Among the non-stage-structured multispecies models, in a first approach, the simplest classical Lotka-Volterra model was applied, where each single-species dynamics exhibit Malthusian growth, indicating an increase in prey populations and decrease in predators. A more precise model would be obtained with logistics rather than Malthusian dynamics76. However, in this instance, predator-prey interaction was just proportional to the product of densities, as in the original Lotka-Volterra model.
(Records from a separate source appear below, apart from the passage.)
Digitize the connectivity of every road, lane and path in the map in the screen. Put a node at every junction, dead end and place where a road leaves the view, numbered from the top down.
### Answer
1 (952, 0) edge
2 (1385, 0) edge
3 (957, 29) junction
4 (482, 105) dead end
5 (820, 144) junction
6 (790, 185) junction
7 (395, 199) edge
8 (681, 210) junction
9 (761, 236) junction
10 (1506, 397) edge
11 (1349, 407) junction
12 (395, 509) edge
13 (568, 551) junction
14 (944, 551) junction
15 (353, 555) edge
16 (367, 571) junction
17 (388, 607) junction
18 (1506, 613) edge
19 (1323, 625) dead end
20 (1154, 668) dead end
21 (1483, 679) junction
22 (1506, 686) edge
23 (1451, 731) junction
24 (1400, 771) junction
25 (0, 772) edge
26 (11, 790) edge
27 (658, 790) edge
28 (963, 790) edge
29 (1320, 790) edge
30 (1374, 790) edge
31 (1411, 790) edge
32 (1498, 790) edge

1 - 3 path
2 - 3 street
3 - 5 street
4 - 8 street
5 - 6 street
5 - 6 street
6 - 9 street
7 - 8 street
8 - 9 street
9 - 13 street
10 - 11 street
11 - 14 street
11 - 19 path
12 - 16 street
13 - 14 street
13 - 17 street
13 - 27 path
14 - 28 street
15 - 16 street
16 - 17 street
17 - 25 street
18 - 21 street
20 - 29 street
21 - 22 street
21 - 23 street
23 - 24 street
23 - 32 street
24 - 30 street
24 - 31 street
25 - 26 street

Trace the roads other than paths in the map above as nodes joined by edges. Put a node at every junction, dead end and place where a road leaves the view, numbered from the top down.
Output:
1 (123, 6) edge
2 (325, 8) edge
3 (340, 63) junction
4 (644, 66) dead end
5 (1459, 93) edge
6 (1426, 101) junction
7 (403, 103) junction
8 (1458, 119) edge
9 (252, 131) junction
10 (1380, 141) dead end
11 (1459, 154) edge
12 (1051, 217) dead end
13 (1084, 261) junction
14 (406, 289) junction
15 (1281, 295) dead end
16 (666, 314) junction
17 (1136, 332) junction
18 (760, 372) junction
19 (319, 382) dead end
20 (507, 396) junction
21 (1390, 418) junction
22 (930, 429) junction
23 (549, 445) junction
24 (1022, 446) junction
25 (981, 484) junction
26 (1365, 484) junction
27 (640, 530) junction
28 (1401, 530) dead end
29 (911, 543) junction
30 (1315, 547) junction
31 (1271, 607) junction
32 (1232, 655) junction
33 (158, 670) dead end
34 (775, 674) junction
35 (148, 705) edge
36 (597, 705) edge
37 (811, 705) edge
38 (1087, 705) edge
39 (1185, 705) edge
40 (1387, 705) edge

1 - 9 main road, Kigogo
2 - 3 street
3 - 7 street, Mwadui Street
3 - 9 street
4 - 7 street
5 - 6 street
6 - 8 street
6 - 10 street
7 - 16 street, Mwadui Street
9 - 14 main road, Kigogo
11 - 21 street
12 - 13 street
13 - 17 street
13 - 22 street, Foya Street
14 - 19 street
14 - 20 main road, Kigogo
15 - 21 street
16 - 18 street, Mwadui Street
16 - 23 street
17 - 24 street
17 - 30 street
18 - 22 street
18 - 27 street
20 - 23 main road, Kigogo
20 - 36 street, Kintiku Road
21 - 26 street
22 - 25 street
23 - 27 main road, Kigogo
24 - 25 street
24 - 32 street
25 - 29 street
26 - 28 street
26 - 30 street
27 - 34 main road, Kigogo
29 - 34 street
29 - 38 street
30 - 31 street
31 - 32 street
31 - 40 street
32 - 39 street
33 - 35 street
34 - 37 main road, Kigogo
The network interactions used in our model according to the nomenclature used by Mills63, whose equations are shown below:

$$\begin{array}{*{20}l} {{\text{Prey }}\left( {B.{\text{ }}tabaci} \right):} \hfill & {x'_{{\text{1}}} = x_{{\text{1}}} (r_{{m1}} - \gamma _{{{\text{12}}}} \cdot x_{{\text{2}}} - \gamma _{{{\text{13}}}} \cdot x_{{\text{3}}} )} \hfill \\ {{\text{Predator 1 }}\left( {A.{\text{ }}swirskii} \right):} \hfill & {x'_{{\text{2}}} = x_{{\text{2}}} ( - m_{{\text{2}}} + c_{{\text{1}}} \gamma _{{{\text{12}}}} \cdot x_{{\text{1}}} )} \hfill \\ {{\text{Predator 2 }}\left( {N.{\text{ }}tenuis} \right):} \hfill & {x'_{{\text{3}}} = x_{{\text{3}}} ( - m_{{\text{3}}} + c_{{\text{2}}} \gamma _{{{\text{13}}}} \cdot x_{{\text{3}}} )} \hfill \\ \end{array}$$
(1)

Where x1, x2, and x3 are the densities (number/leaf) of pests and predator species, respectively. According to the terminology of Abrams77, rm1 is the growth rate of the pest; m2 and m3 are the mortality rate of predator 1 and predator 2; γ12 and γ13 are the slopes of the predator’s functional response to killing the pest species by predator 1 and predator 2, respectively; c1 and c2 are the coefficients that determine the beneficial rates of prey predation by predators 1 and 2 respectively. The statistical software SIMFIT version 201778 was employed to fit the system of Eq. (1) to the data corresponding to the number of leaves. SIMFIT specializes in curve fitting programs, and it includes a program called DEQSOL for fitting experimental data to differential equations. For the integration method of the differential equations, a BDF algorithm with a numerically estimated Jacobian was employed56,67,78.